Open the doors and lift the hood, and you can spot other opportunities to upcycle carbon into cars. In particular, the power train and electronics—plus the big battery pack in electric vehicles—all leave hefty carbon footprints. Engineers have been working to decarbonize these components as well.

One strategy is to repurpose the carbon from upcycled CO2 into one of its elemental forms, such as graphite. Because it is almost totally inert, elemental carbon can be used and then safely disposed of in landfills, where it will remain locked away virtually forever.

Tiny tubes of graphite just one atom thick, known as carbon nanotubes, are by some measures among the strongest and stiffest materials ever discovered. Prometheus Fuels uses nanotubes as highly selective filters, but they also have unique electrical qualities that could enable new computer chips, batteries, and sensors.

Solid Carbon Products, a startup based in Utah, is making elemental carbon of various kinds by reacting carbon dioxide with hydrogen in a heated, pressurized vessel. The company says that it can steer its process to make nanofibers, nanotubes, or a fine powder used in paints and in inks, and to reinforce the rubber in car tires.

Styring points out that the scheme consumes large quantities of both green electricity and green hydrogen. But its main byproduct is clean water. “It’s a really interesting technology and a really simple technology,” he says.
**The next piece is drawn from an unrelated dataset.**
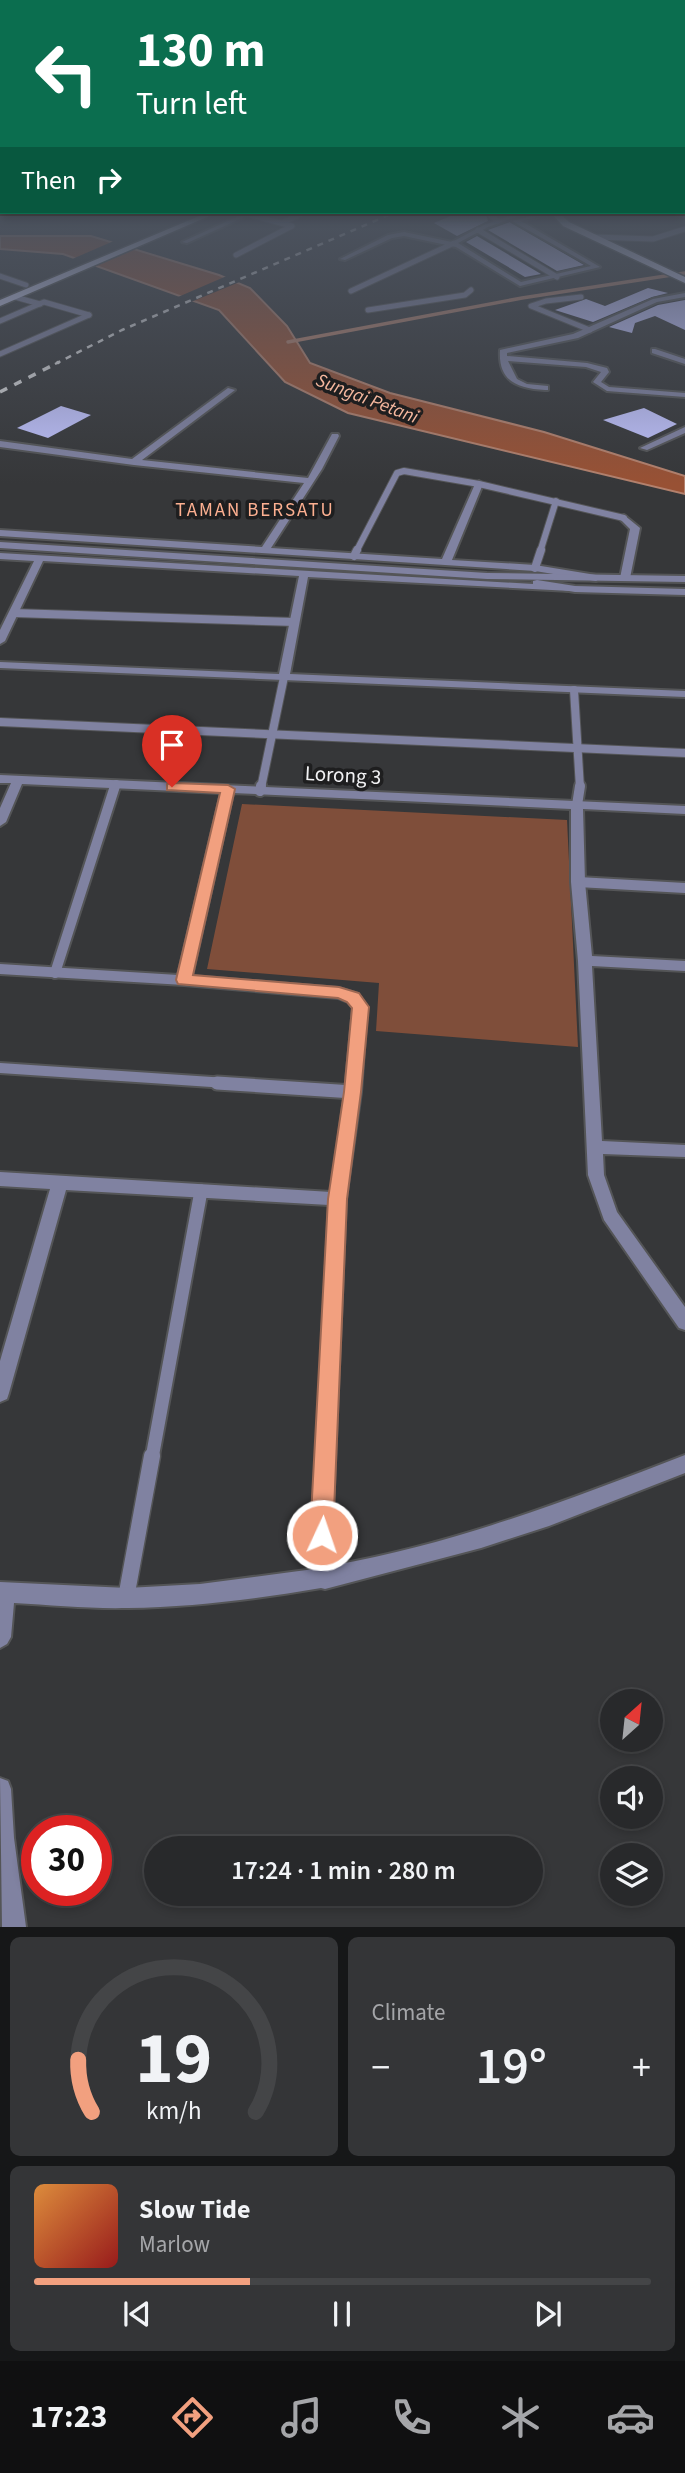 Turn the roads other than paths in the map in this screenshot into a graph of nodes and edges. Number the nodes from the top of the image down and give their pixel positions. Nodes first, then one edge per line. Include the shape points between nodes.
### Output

Other companies, such as C2CNT in Calgary, are working on competing ways to make carbon nanotubes and other high-value materials from CO2 via electrolysis.

“Tying up carbon in solids is a very long-term solution,” Herzog says. “If it’s not going to get into the atmosphere for probably thousands of years, that’s all we really care about at this point.”

We’re already living in a warmer world, after all—which has us flipping on the A/C more often as we drive. And that itself is a problem, because the refrigerants in automotive air conditioners can be even more climate-hostile than carbon dioxide. So it’s a nice turnabout to see some carmakers rolling out models that can use upcycled CO2 as the refrigerant.

Volkswagen’s ID.3 and ID.4 electric cars, for example, can heat and cool their cabins using a carbon dioxide heat pump. Daimler has included the new technology as well in some of its luxury models. While CO2 is not quite so efficient at cooling as older refrigerants, it is better at heating. Because most cars in the world are still in chillier temperate regions, VW-funded research suggests that switching all passenger cars to CO2 heat pumps could save at least ten terawatt-hours of energy every year.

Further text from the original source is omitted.